#### Supplied information
☆ ☆ ☆ ☆ ☆

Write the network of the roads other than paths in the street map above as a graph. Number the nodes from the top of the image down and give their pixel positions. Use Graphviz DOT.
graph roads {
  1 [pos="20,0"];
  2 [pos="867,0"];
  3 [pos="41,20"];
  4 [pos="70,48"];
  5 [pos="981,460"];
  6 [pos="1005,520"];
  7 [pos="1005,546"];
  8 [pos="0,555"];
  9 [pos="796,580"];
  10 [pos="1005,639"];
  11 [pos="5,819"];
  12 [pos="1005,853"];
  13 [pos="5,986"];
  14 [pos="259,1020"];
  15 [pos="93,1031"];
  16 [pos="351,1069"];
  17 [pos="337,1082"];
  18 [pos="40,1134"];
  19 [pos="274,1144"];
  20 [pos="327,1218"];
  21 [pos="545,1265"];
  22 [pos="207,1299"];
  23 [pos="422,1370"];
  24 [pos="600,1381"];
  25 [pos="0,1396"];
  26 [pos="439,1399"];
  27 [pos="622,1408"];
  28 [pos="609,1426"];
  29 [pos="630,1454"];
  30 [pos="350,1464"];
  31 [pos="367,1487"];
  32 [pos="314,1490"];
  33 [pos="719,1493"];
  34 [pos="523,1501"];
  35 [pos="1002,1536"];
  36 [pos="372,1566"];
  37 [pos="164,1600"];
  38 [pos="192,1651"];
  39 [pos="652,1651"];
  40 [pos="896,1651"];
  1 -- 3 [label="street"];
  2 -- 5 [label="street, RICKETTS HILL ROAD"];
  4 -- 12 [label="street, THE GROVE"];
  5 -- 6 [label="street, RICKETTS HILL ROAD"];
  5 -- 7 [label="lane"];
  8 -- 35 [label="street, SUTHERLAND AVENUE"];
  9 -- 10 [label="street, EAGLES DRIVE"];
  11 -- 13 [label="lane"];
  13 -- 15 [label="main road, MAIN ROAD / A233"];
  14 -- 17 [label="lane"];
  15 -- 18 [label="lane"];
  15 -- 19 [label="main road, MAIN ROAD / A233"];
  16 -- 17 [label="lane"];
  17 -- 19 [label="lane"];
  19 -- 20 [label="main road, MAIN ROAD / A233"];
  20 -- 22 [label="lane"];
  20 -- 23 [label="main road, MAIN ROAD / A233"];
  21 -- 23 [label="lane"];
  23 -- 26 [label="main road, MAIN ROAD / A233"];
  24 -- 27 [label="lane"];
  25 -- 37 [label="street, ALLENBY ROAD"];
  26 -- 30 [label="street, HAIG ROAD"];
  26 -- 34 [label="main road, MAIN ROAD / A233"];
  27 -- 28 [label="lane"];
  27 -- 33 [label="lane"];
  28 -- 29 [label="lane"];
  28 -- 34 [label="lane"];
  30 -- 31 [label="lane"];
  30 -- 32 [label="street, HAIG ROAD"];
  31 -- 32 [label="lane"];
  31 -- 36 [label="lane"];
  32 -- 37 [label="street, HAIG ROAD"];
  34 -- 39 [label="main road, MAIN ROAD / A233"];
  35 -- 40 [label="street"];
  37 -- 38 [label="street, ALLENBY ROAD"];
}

☆ ☆ ☆ ☆ ☆

#### Exercise prompt
Please copy each line of the material that contains the word "RICKETTS".

#### Response area
  2 -- 5 [label="street, RICKETTS HILL ROAD"];
  5 -- 6 [label="street, RICKETTS HILL ROAD"];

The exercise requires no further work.